Red Hat Bugzilla – Bug 1420926
[RFE] improve NFSD thread counts stats
Last modified: 2018-02-26 02:24:38 EST
Description of problem: Customer would like a command-line (ie: nfsstat) or script (ie: systemtap) to generate an output similar to Solaris 10 Version-Release number of selected component (if applicable): Red Hat Enterprise Linux Server release 7.1 (Maipo) Linux <host> 3.10.0-229.el7.x86_64 #1 SMP Thu Jan 29 18:37:38 EST 2015 x86_64 x86_64 x86_64 GNU/Linux --- nfs-utils-1.3.0-0.21.el7_2.x86_64 libnfsidmap-0.25-11.el7.x86_64 --- NFSv3 NFSv4 How reproducible: N/A Steps to Reproduce: N/A Actual results: There is no command-line (ie: nfsstat) or file (/proc/fs/nfsd/*) or script (ie: systemtap) to generate require NFSD thread counts [root@rhel7u1-nfs-server ~]# nfsstat Server rpc stats: calls badcalls badclnt badauth xdrcall 0 0 0 0 0 [root@rhel7u1-nfs-server ~]# cat /proc/fs/nfsd/pool_threads 8 [root@rhel7u1-nfs-server ~]# cat /proc/fs/nfsd/threads 8 Expected results: Similar to Solaris 10 # echo ::svc_pool nfs | mdb -k SVCPOOL = fffffea66aec45f0 -> POOL ID = NFS(1) Non detached threads = 1324 Detached threads = 0 Max threads = 1324 `redline' = 1 Reserved threads = 0 Thread lock = mutex not held Asleep threads = 1318 Request lock = mutex not held Pending requests = 0 Walking threads = 0 Max requests from xprt = 8 Stack size for svc_run = 24576 Creator lock = mutex not held No of Master xprt's = 148 rwlock for the mxprtlist= owner 0 master xprt list ptr = ffffff5253196500 Additional info: N/A
The nfsd threads service NFS requests - and a single client TCP connection will be issuing a lot of those. If some nfsd operations stall - due to some bottleneck (storage, low memory, etc) then a lot of nfsd threads might be in use - and the # of TCP connections doesn't have to be high. nfsd threads will generally go away after about 5 seconds idle time - but it doesn't take a high nfs ops rate to tough every thread in 5 seconds once created. In the interim, most will be "asleep" - except that they aren't always asleep - in S10 they poll for work periodically. Once again, compare the sum of the non-detached + detached threads vs. the max threads. One hint that more threads is necessary is that the pending requests is frequently non-zero. These four (4) parameters we use in our script on Solaris NFS server to monitor the nfsd threads. # echo ::svc_pool nfs | mdb -k SVCPOOL = 6024a0658c0 -> POOL ID = NFS(1) Non detached threads = 0 <--- Treads invoked by client processes Detached threads = 0 Max threads = 16 <--- Maximum nfsd threads limit `redline' = 1 Reserved threads = 0 Thread lock = mutex not held Asleep threads = 0 <--- Threads currently idle (sleeping) will be released in 5 second or so if not occupied by a client process Request lock = mutex not held Pending requests = 0 <--- If asleep threads becomes 0 the pending requests becomes non-zero and clients starts getting errors nfs server not responding Walking threads = 0 Max requests from xprt = 8 Stack size for svc_run = 0 Creator lock = mutex not held No of Master xprt's = 1 rwlock for the mxprtlist= owner 0 master xprt list ptr = 60249fb19c0
Maybe the problem here is just one of documentation / education. The linux nfsd threading model may bear such little similarity to the one in solaris that those statistics just don't make sense here. Could one of the nfsd maintainers comment on nfsd thread pools, service queues, that sort of thing?

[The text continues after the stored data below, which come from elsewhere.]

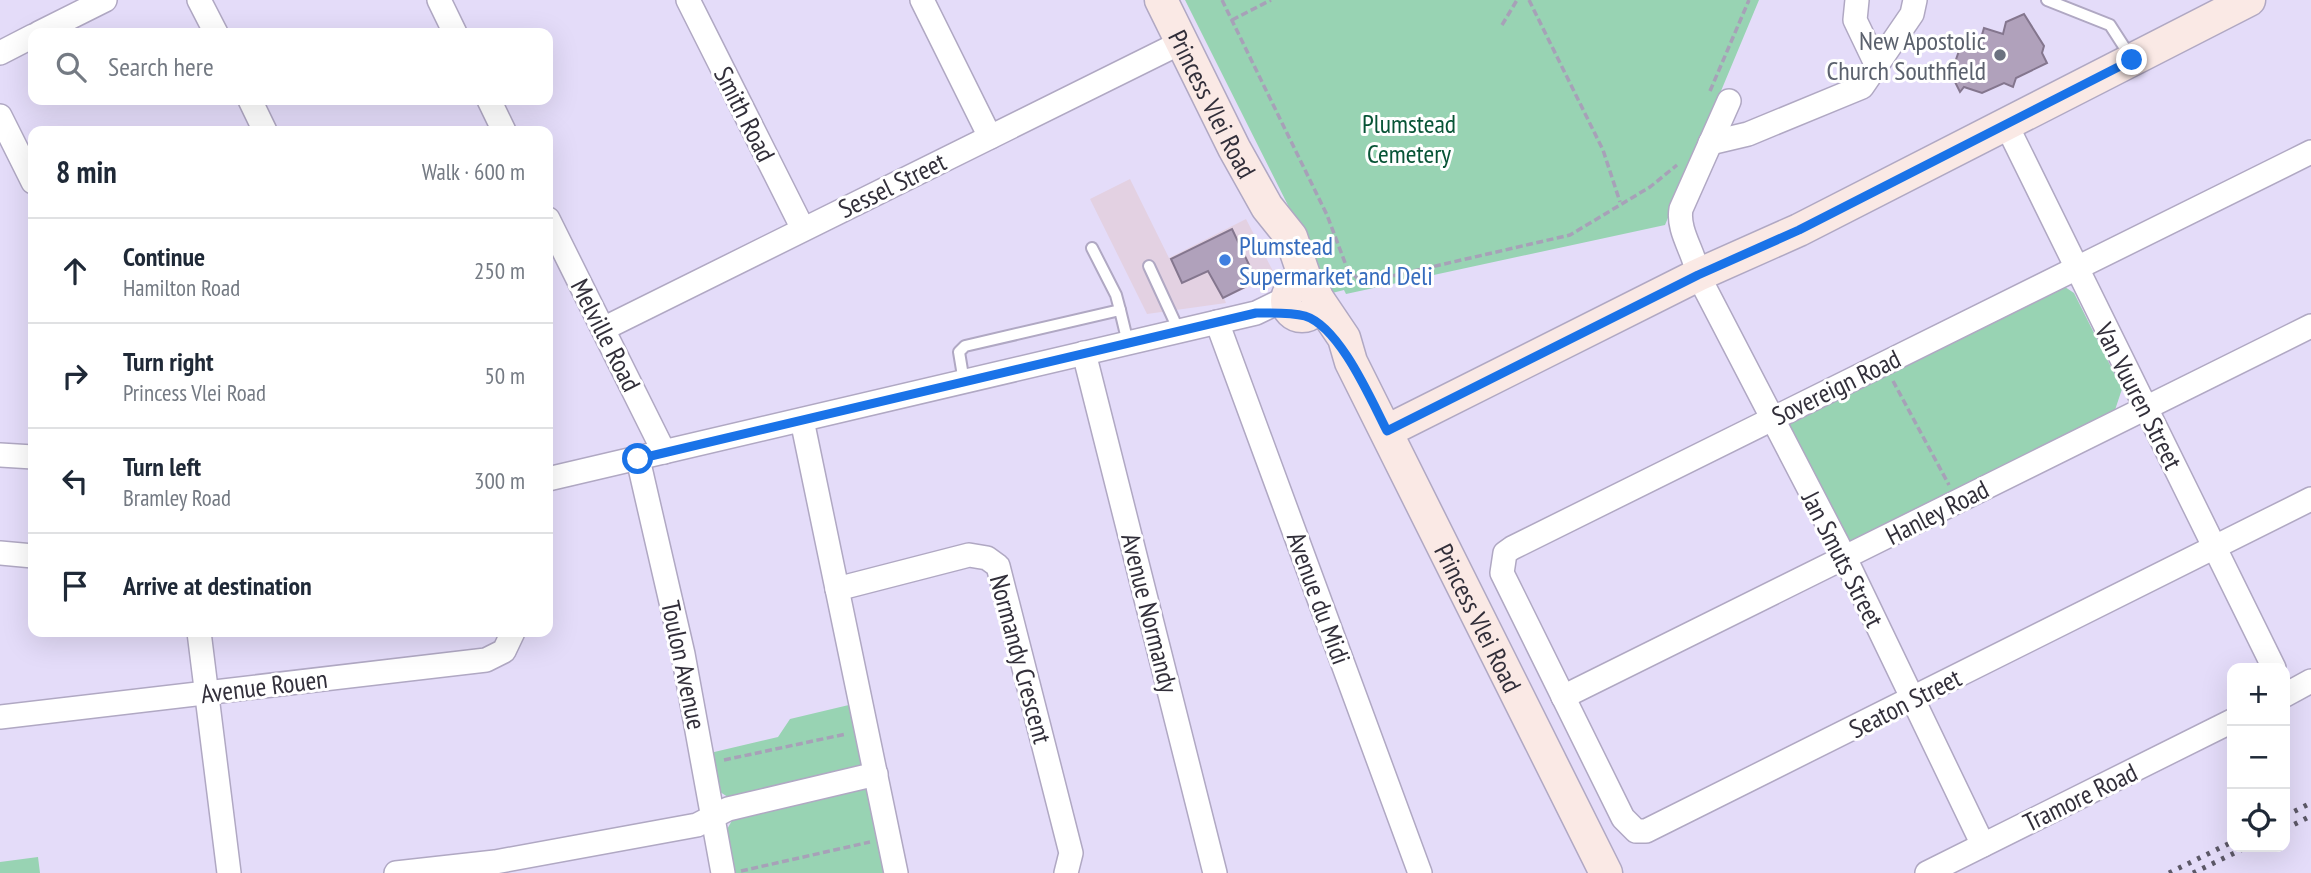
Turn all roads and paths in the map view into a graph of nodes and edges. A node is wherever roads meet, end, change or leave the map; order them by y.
1 (106, 0) edge
2 (199, 0) edge
3 (439, 0) edge
4 (688, 0) edge
5 (922, 0) edge
6 (1161, 0) edge
7 (1222, 0) edge
8 (1271, 0) edge
9 (1517, 0) edge
10 (1530, 0) edge
11 (1749, 0) edge
12 (1857, 0) edge
13 (1915, 0) edge
14 (2047, 0) edge
15 (2246, 1) edge
16 (1232, 20) junction
17 (1502, 25) dead end
18 (49, 28) edge
19 (213, 28) edge
20 (453, 28) edge
21 (28, 39) edge
22 (1182, 43) junction
23 (0, 53) edge
24 (2132, 60) junction
25 (1877, 66) junction
26 (1706, 101) dead end
27 (1729, 101) dead end
28 (252, 105) edge
29 (491, 105) edge
30 (0, 116) edge
31 (2006, 124) junction
32 (263, 126) edge
33 (502, 126) edge
34 (990, 137) junction
35 (1710, 143) junction
36 (2311, 152) edge
37 (1680, 161) dead end
38 (28, 171) edge
39 (1620, 202) junction
40 (553, 229) edge
41 (803, 229) junction
42 (1092, 248) dead end
43 (1149, 267) dead end
44 (2076, 269) junction
45 (1698, 275) junction
46 (1300, 301) junction
47 (1120, 310) junction
48 (1217, 322) junction
49 (2311, 326) edge
50 (603, 329) junction
51 (1179, 331) junction
52 (1128, 343) junction
53 (1084, 354) junction
54 (1884, 364) junction
55 (964, 382) junction
56 (2145, 408) junction
57 (1772, 419) junction
58 (802, 420) junction
59 (1387, 431) junction
60 (664, 452) junction
61 (0, 455) edge
62 (28, 457) edge
63 (638, 459) junction
64 (553, 478) edge
65 (2311, 499) edge
66 (1957, 502) junction
67 (2216, 547) junction
68 (0, 553) edge
69 (28, 556) edge
70 (1845, 558) junction
71 (837, 589) junction
72 (200, 637) edge
73 (511, 637) edge
74 (2272, 663) edge
75 (2311, 681) edge
76 (2290, 691) edge
77 (207, 693) junction
78 (1563, 697) junction
79 (1912, 699) junction
80 (0, 717) edge
81 (2227, 723) edge
82 (866, 729) junction
83 (702, 754) junction
84 (876, 774) junction
85 (713, 817) junction
86 (889, 837) junction
87 (1983, 845) junction
88 (229, 873) edge
89 (396, 873) edge
90 (723, 873) edge
91 (732, 873) edge
92 (896, 873) edge
93 (1066, 873) edge
94 (1215, 873) edge
95 (1420, 873) edge
96 (1606, 873) edge
97 (1927, 873) edge

1 - 18 street
2 - 19 street
3 - 20 street
4 - 41 street, Smith Road
5 - 34 street
6 - 22 street, Princess Vlei Road
7 - 16 path
8 - 16 path
9 - 17 path
10 - 39 path
11 - 26 path
12 - 25 street
13 - 25 street
14 - 24 lane
15 - 24 street
16 - 39 path
21 - 23 street
22 - 34 street, Sessel Street
22 - 46 street, Princess Vlei Road
24 - 31 street
25 - 35 street
27 - 35 street, Jan Smuts Street
28 - 32 street
29 - 33 street
30 - 38 street
31 - 44 street, Van Vuuren Street
31 - 45 street
34 - 41 street, Sessel Street
35 - 45 street, Jan Smuts Street
36 - 44 street, Sovereign Road
37 - 39 path
40 - 50 street, Melville Road
41 - 50 street, Sessel Street
42 - 47 lane
43 - 51 lane
44 - 54 street, Sovereign Road
44 - 56 street, Van Vuuren Street
45 - 57 street, Jan Smuts Street
45 - 59 street
46 - 48 street
46 - 59 street, Princess Vlei Road
47 - 52 lane
47 - 55 lane
48 - 51 street
48 - 95 street, Avenue du Midi
49 - 56 street, Hanley Road
50 - 60 street, Melville Road
51 - 52 street
52 - 53 street
53 - 55 street
53 - 94 street, Avenue Normandy
54 - 57 street, Sovereign Road
54 - 66 path
55 - 58 street
56 - 66 street, Hanley Road
56 - 67 street, Van Vuuren Street
57 - 70 street, Jan Smuts Street
57 - 78 street, Sovereign Road
58 - 60 street
58 - 71 street
59 - 96 street, Princess Vlei Road
60 - 63 street
61 - 62 street
63 - 64 street
63 - 83 street, Toulon Avenue
65 - 67 street, Seaton Street
66 - 70 street, Hanley Road
67 - 74 street, Van Vuuren Street
67 - 79 street, Seaton Street
68 - 69 street
70 - 78 street, Hanley Road
70 - 79 street, Jan Smuts Street
71 - 82 street
71 - 93 street, Normandy Crescent
72 - 77 street
73 - 77 street, Avenue Rouen
75 - 76 street
77 - 80 street, Avenue Rouen
77 - 88 street
78 - 79 street, Seaton Street
79 - 87 street, Jan Smuts Street
81 - 87 street, Tramore Road
82 - 83 path
82 - 84 street
83 - 85 street, Toulon Avenue
84 - 85 street
84 - 86 street
85 - 89 street
85 - 90 street, Toulon Avenue
86 - 91 path
86 - 92 street
87 - 97 street, Tramore Road

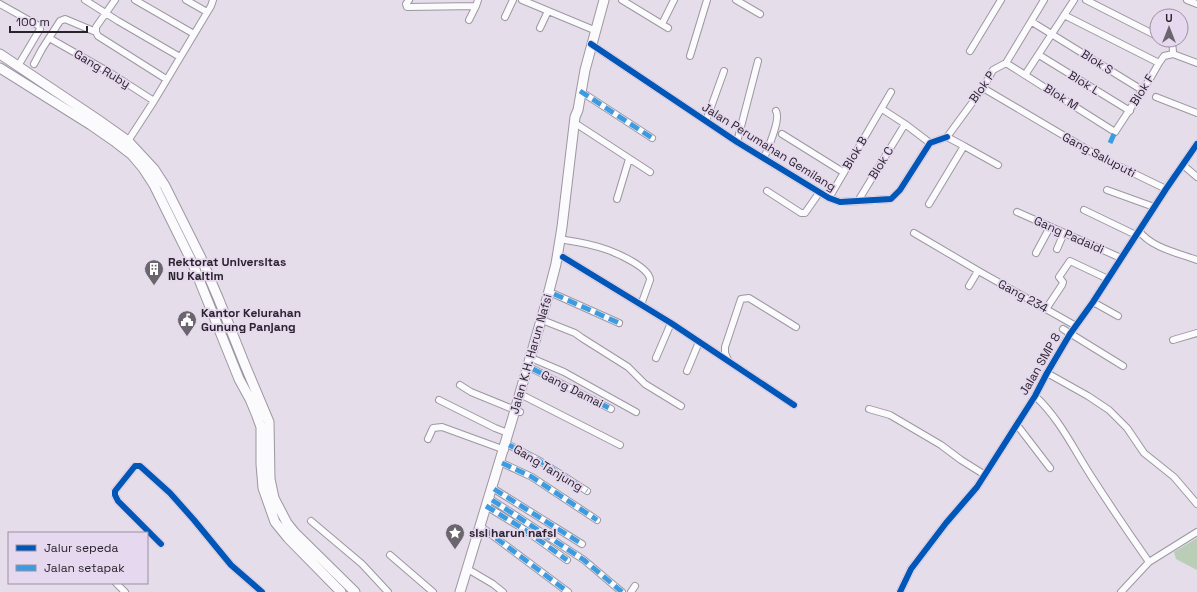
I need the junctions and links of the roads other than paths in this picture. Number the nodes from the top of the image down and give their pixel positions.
1 (85, 0) edge
2 (115, 0) edge
3 (135, 0) edge
4 (186, 0) edge
5 (213, 0) edge
6 (409, 0) edge
7 (513, 0) edge
8 (522, 0) edge
9 (604, 0) edge
10 (622, 0) edge
11 (674, 0) edge
12 (707, 0) edge
13 (736, 0) edge
14 (1001, 0) edge
15 (1044, 0) edge
16 (1074, 0) edge
17 (1086, 0) edge
18 (1187, 0) edge
19 (477, 3) edge
20 (0, 4) edge
21 (1197, 4) edge
22 (548, 11) junction
23 (207, 12) junction
24 (105, 13) junction
25 (760, 14) dead end
26 (1064, 15) junction
27 (505, 16) dead end
28 (469, 20) dead end
29 (1032, 22) junction
30 (540, 28) dead end
31 (594, 30) junction
32 (96, 32) junction
33 (1149, 32) edge
34 (194, 34) junction
35 (1052, 34) junction
36 (49, 38) junction
37 (591, 44) junction
38 (1172, 48) edge
39 (970, 51) dead end
40 (0, 54) edge
41 (1173, 54) junction
42 (1038, 55) junction
43 (690, 56) dead end
44 (180, 57) junction
45 (758, 61) dead end
46 (1006, 63) junction
47 (1159, 63) junction
48 (1197, 63) edge
49 (34, 64) dead end
50 (18, 66) junction
51 (0, 68) edge
52 (724, 71) dead end
53 (1025, 75) junction
54 (166, 79) junction
55 (983, 88) junction
56 (1142, 90) junction
57 (580, 91) junction
58 (891, 92) dead end
59 (1156, 97) dead end
60 (154, 101) junction
61 (882, 109) junction
62 (578, 110) junction
63 (776, 111) dead end
64 (1130, 111) junction
65 (1197, 113) edge
66 (706, 121) junction
67 (905, 124) junction
68 (578, 125) junction
69 (1115, 132) joint
70 (782, 134) dead end
71 (948, 137) junction
72 (652, 138) dead end
73 (128, 141) junction
74 (737, 142) junction
75 (930, 143) junction
76 (1197, 144) edge
77 (964, 146) junction
78 (629, 159) junction
79 (767, 159) junction
80 (998, 165) dead end
81 (1182, 165) junction
82 (650, 172) dead end
83 (843, 172) junction
84 (1197, 177) edge
85 (1166, 189) junction
86 (1107, 190) dead end
87 (767, 191) dead end
88 (819, 193) junction
89 (829, 198) junction
90 (617, 199) dead end
91 (858, 201) junction
92 (930, 204) dead end
93 (1154, 207) junction
94 (1084, 210) dead end
95 (1017, 212) dead end
96 (1050, 226) junction
97 (564, 227) junction
98 (914, 233) dead end
99 (1064, 233) junction
100 (1138, 233) junction
101 (565, 240) junction
102 (1057, 249) dead end
103 (1036, 254) dead end
104 (563, 257) junction
105 (1121, 258) junction
106 (196, 260) junction
107 (1197, 260) edge
108 (978, 271) junction
109 (1108, 279) junction
110 (969, 286) dead end
111 (554, 294) junction
112 (1093, 302) junction
113 (641, 305) junction
114 (1046, 308) junction
115 (1118, 316) dead end
116 (544, 321) junction
117 (619, 323) dead end
118 (671, 323) junction
119 (1076, 326) junction
120 (796, 327) dead end
121 (1063, 329) dead end
122 (1197, 333) edge
123 (1070, 334) junction
124 (1173, 340) dead end
125 (700, 342) junction
126 (656, 358) dead end
127 (729, 361) junction
128 (533, 362) junction
129 (1123, 366) dead end
130 (687, 371) dead end
131 (1047, 373) junction
132 (460, 385) dead end
133 (522, 395) junction
134 (1035, 396) junction
135 (439, 400) dead end
136 (794, 405) dead end
137 (681, 406) dead end
138 (611, 409) dead end
139 (869, 409) dead end
140 (517, 411) junction
141 (636, 412) dead end
142 (1017, 425) junction
143 (508, 432) junction
144 (428, 439) dead end
145 (620, 445) dead end
146 (506, 448) junction
147 (502, 463) junction
148 (1050, 468) dead end
149 (985, 475) junction
150 (494, 489) junction
151 (587, 491) dead end
152 (489, 504) junction
153 (1197, 504) edge
154 (598, 520) dead end
155 (311, 521) dead end
156 (484, 529) junction
157 (1197, 532) edge
158 (161, 544) dead end
159 (582, 544) dead end
160 (390, 555) dead end
161 (567, 560) dead end
162 (1149, 562) junction
163 (471, 571) junction
164 (117, 584) edge
165 (635, 586) dead end
166 (464, 591) edge
167 (125, 592) edge
168 (262, 592) edge
169 (341, 592) edge
170 (355, 592) edge
171 (388, 592) edge
172 (433, 592) edge
173 (503, 592) edge
174 (568, 592) edge
175 (622, 592) edge
176 (631, 592) edge
177 (900, 592) edge
178 (1121, 592) edge

1 - 24 street
2 - 24 street
3 - 34 street
4 - 23 street
5 - 23 street
6 - 19 street
7 - 27 street
8 - 22 street
9 - 31 main road, Jalan K.H. Harun Nafsi
10 - 11 street
12 - 43 street
13 - 25 street
14 - 39 street
15 - 29 street, Blok P
16 - 26 street
17 - 33 street
18 - 21 street
19 - 28 street
20 - 50 street
22 - 30 street
22 - 31 street
23 - 34 street
24 - 32 street
24 - 44 street
26 - 35 street
26 - 47 street
29 - 35 street, Blok S
29 - 46 street, Blok P
31 - 37 main road, Jalan K.H. Harun Nafsi
32 - 36 street
32 - 54 street
34 - 44 street
35 - 42 street
35 - 56 street, Blok S
36 - 49 street
36 - 60 street, Gang Ruby
37 - 57 main road, Jalan K.H. Harun Nafsi
37 - 66 street, Jalan Perumahan Gemilang
38 - 41 street
40 - 50 main road
41 - 47 street, Blok F
41 - 48 street
42 - 53 street
42 - 64 street, Blok L
44 - 54 street
45 - 74 street
46 - 53 street, Blok M
46 - 55 street, Blok P
47 - 56 street, Blok F
50 - 73 main road
51 - 106 main road
52 - 66 street
53 - 69 street, Blok M
54 - 60 street
55 - 71 street, Blok P
55 - 85 street, Gang Saluputi
56 - 64 street, Blok F
57 - 62 main road, Jalan K.H. Harun Nafsi
57 - 72 street
58 - 61 street, Blok B
59 - 65 street
60 - 73 street
61 - 67 street
61 - 83 street, Blok B
62 - 68 main road, Jalan K.H. Harun Nafsi
62 - 97 main road, Jalan K.H. Harun Nafsi
63 - 79 street
64 - 69 street, Blok F
66 - 74 street, Jalan Perumahan Gemilang
67 - 75 street
67 - 91 street, Blok C
68 - 78 street
68 - 97 main road, Jalan K.H. Harun Nafsi
70 - 83 street
71 - 75 street
71 - 77 street
73 - 106 main road
74 - 79 street, Jalan Perumahan Gemilang
75 - 91 street, Jalan Perumahan Gemilang
76 - 81 street, Jalan SMP 8
77 - 80 street
77 - 92 street
78 - 82 street
78 - 90 street
79 - 88 street, Jalan Perumahan Gemilang
81 - 84 street
81 - 85 street, Jalan SMP 8
83 - 89 street, Blok B
85 - 93 street, Jalan SMP 8
86 - 93 street
87 - 88 street
88 - 89 street, Jalan Perumahan Gemilang
89 - 91 street, Jalan Perumahan Gemilang
93 - 100 street, Jalan SMP 8
94 - 100 street
95 - 96 street, Gang Padaidi
96 - 99 street, Gang Padaidi
96 - 103 street
97 - 101 main road, Jalan K.H. Harun Nafsi
97 - 116 main road, Jalan K.H. Harun Nafsi
98 - 108 street, Gang 234
99 - 102 street
99 - 105 street, Gang Padaidi
100 - 105 street, Jalan SMP 8
100 - 107 street
101 - 104 main road, Jalan K.H. Harun Nafsi
101 - 113 street
104 - 111 main road, Jalan K.H. Harun Nafsi
104 - 113 street
105 - 109 street, Jalan SMP 8
106 - 169 main road
106 - 170 main road
108 - 110 street
108 - 114 street, Gang 234
109 - 112 street, Jalan SMP 8
109 - 114 street
111 - 116 main road, Jalan K.H. Harun Nafsi
111 - 117 street
112 - 115 street
112 - 119 street, Jalan SMP 8
113 - 118 street
114 - 119 street, Gang 234
116 - 128 main road, Jalan K.H. Harun Nafsi
116 - 137 street
118 - 125 street
118 - 126 street
119 - 123 street, Jalan SMP 8
120 - 127 street
121 - 123 street
122 - 124 street
123 - 129 street
123 - 131 street, Jalan SMP 8
125 - 127 street
125 - 130 street
127 - 136 street
128 - 133 main road, Jalan K.H. Harun Nafsi
128 - 138 street, Gang Damai
128 - 141 street
131 - 134 street, Jalan SMP 8
131 - 153 street
132 - 140 street
133 - 140 main road, Jalan K.H. Harun Nafsi
133 - 145 street
134 - 142 street, Jalan SMP 8
134 - 162 street
135 - 143 street
139 - 149 street
140 - 143 main road, Jalan K.H. Harun Nafsi
140 - 146 main road, Jalan K.H. Harun Nafsi
142 - 148 street
142 - 149 street, Jalan SMP 8
143 - 146 main road, Jalan K.H. Harun Nafsi
144 - 146 street, Gang Tanjung
146 - 147 main road, Jalan K.H. Harun Nafsi
146 - 151 street, Gang Tanjung
146 - 152 main road, Jalan K.H. Harun Nafsi
147 - 150 main road, Jalan K.H. Harun Nafsi
147 - 154 street
149 - 177 street, Jalan SMP 8
150 - 152 main road, Jalan K.H. Harun Nafsi
150 - 159 street
152 - 156 main road, Jalan K.H. Harun Nafsi
152 - 161 street
152 - 166 main road, Jalan K.H. Harun Nafsi
152 - 175 street
155 - 171 street
156 - 163 main road, Jalan K.H. Harun Nafsi
156 - 174 street
157 - 162 street
158 - 168 street
160 - 172 street
162 - 178 street
163 - 166 main road, Jalan K.H. Harun Nafsi
163 - 173 street
164 - 167 street
165 - 176 street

I *think* /proc/fs/nfsd/pool_stats may come closest to what they want--see https://www.kernel.org/doc/Documentation/filesystems/nfs/knfsd-stats.txt for explanation. As noted there, rate of change of those values is probably more interesting than the values themselves--so some utility to help interpret would be useful. But this could probably be worked around with some scripting. Also, the "th" line of /proc/net/rpc/nfsd is a histogram showing how many seconds thread usage has been at certain levels (10% of threads in use, 20% of threads in use,...). Here again the rate of change may be what's interesting. Note that Linux knfsd has a fixed number of threads, with the number configured by the administrator (see RPCNFSDCOUNT in /etc/sysconfig/nfs). (We've considered changing to a system that dynamically creates and destroys threads, but that project isn't currently active.)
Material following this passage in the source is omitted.